Comma Caterpillar and Pupa

















Moth House









Privet Hawkmoth, caterpillar and pupa


----------



## Mattuk (Oct 16, 2010)

Got some photo's the wrong way round but can't be bothered to change it!


----------



## Mattuk (Oct 16, 2010)

Lime Hawkmoth cat.









Mullian Moth cat









Emperor Moth cat


----------



## youngdon (Mar 10, 2010)

Cool, Nice pics Matt thanks for sharing them. Is this a hobby for your Mom ? I don't see any caterpillars down here in the valley, we have some at the cabin though. At a certain time of year they are all over.


----------



## Mattuk (Oct 16, 2010)

It's a hobby of all of our, we order native species from breeders and grow them on to then hatch, take eggs from and release and start the cycle going again. Because my parents are retired they have the time and a big garden.

We have got 2 non native species just for fun, both come from the US. Roberta has some Robin moths coming, so not to be out done I've got some Bullseye Moths.

We try to stick to native species that are having a hard time of things at the moment.
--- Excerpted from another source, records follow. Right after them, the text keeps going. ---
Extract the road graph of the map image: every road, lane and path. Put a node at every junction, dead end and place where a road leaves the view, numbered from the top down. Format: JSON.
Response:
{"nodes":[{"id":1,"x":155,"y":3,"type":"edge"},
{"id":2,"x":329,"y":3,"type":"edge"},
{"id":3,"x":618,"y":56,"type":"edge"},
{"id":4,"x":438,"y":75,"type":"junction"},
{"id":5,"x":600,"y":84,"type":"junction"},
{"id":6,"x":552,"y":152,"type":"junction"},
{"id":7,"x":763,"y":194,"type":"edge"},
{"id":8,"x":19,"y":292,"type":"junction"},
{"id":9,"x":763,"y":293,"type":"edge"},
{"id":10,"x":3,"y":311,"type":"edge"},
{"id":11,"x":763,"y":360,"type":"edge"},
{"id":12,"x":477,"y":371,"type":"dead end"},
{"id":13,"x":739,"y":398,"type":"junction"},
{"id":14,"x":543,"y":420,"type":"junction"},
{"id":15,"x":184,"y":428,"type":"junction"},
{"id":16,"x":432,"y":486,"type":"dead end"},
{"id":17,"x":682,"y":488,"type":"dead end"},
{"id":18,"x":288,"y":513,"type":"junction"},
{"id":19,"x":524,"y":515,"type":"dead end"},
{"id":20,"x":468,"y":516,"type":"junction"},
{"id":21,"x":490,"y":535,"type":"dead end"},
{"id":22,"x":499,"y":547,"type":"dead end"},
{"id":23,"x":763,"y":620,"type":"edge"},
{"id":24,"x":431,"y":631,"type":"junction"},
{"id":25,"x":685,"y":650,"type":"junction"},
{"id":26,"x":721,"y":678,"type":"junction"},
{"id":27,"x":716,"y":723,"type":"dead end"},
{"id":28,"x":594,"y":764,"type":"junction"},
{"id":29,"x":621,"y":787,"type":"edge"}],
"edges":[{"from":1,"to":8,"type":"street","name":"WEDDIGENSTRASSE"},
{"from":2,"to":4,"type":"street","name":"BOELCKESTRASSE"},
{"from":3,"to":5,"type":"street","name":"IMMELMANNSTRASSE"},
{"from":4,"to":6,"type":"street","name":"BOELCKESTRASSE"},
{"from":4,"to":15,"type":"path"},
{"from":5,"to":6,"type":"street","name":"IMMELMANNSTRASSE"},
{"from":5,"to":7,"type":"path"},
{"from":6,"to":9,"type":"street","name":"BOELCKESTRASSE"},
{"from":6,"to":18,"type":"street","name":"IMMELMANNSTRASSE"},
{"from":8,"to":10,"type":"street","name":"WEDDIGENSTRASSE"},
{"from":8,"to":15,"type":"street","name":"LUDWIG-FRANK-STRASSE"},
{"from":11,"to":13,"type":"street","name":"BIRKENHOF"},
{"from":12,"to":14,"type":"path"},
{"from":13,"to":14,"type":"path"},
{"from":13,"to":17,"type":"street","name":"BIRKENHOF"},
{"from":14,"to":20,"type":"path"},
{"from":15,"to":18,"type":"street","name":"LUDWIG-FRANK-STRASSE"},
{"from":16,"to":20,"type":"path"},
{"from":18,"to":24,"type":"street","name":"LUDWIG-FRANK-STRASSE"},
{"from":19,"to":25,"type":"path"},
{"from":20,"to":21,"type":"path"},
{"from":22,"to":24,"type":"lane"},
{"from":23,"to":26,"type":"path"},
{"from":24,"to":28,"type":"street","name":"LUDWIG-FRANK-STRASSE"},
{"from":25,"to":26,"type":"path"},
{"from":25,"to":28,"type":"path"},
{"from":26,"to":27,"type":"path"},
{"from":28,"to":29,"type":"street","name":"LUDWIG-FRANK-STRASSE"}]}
I have to hold my hand up and say I've always got a specimen pot with me and hunt for caterpillars while out and about!


----------



## youngdon (Mar 10, 2010)

Are the non-native species restricted in any way. What if they get out ?


----------



## Mattuk (Oct 16, 2010)

Not that I know of. Most can't feed as moths as they have no mouth parts and they may find it difficult to find the food plants that the caterpillars feed on. But on saying that the 2 we have both are easy to feed on native trees!


----------



## bones44 (Jan 7, 2011)

That is a really neat hobby you guys have going there. I have wildflowers that grow on my farm that gets alot of attention from various butterflies and such. They're very cool to watch and try to identify.


----------



## Mattuk (Oct 16, 2010)

Thanks Tom, you should get out with the camera after them I'd love to see some photos!


----------



## bones44 (Jan 7, 2011)

I believe I will. Sounds like fun.


----------



## On a call (Mar 3, 2010)

Very nice Matt. You have a good set up and it looks like you take the time to care for them buggers. I bet they love ya...watch out for the bats.


----------



## Eyemakecalls2 (Apr 13, 2011)

Very cool. WoW! How sensitive to temp are they. I have some orchids that stop growing at 60 degrees (nite temps) but won't bloom until they have been held at 59 dgrees for two weeks. With this global warming thing one degree makes a difference.


----------



## SWAMPBUCK10PT (Apr 5, 2010)

*Real neat Thanks for Sharing-----------------sb*


----------



## hassell (Feb 9, 2010)

Very awesome pictures, try not to wear the camera out !!HA!!


----------



## Mattuk (Oct 16, 2010)

Eyemakecalls2 said:


> How sensitive to temp are they.


Some are some aren't. We have to watch the temp for the butterfly's as they can get to hot so they need places to hang in the cool. This is our first summer with butterfly house so it's a learning curve still. I think mother is looking at getting another one!

Thanks you guys!


----------



## Mattuk (Oct 16, 2010)

A swallowtail fresh out today!


----------



## bones44 (Jan 7, 2011)

That is so cool. We have those here and they are gorgeous !


----------



## Mattuk (Oct 16, 2010)

Its no good telling me that Tom! Photo's dear boy!


----------



## bones44 (Jan 7, 2011)

I will do that. I use to have several pics of various butterflies and other wildlife on my other computer that died. Never could retrieve those files. Needless to say I was not happy and make copies of all my pics nowadays !!


----------



## Mattuk (Oct 16, 2010)

Tom I've got around 2000 photo's or more, I really should get a back up hard drive. I could not put it into words if I lost them!


----------



## bones44 (Jan 7, 2011)

Might be a good idea. I had hundreds of memories lost. Very sad....


----------



## Mattuk (Oct 16, 2010)

I think I'd have a meltdown and go mad, not that you'd notice the difference!


----------



## bones44 (Jan 7, 2011)

Took the words right out of my mouth !! LOL Just kidding. I was sick about it and still am.


----------



## Mattuk (Oct 16, 2010)

bones44 said:


> Took the words right out of my mouth !! LOL Just kidding.


I bet!.........


----------



## youngdon (Mar 10, 2010)

I put all my important pics on disc.


----------



## Mattuk (Oct 16, 2010)

Its a good way to do things but for the sake of $50's Don I think I'll get a backup.


----------



## 220swift (Mar 2, 2011)

Guy's,

Try Carbonite.com. Online backup you can access from any where you have an Internet connection. My wife and I have over 350GBs of pics and scans, aprox. 85,000 files. We have an external hard drive for backups and also use Carbonite for live backups. It works great.


----------



## Mattuk (Oct 16, 2010)

Thanks 220swift I'll have a look.


----------



## bones44 (Jan 7, 2011)

Thanks, I'll check it out too.


----------



## Mattuk (Oct 16, 2010)

Hatching at the moment Comma Butterflies.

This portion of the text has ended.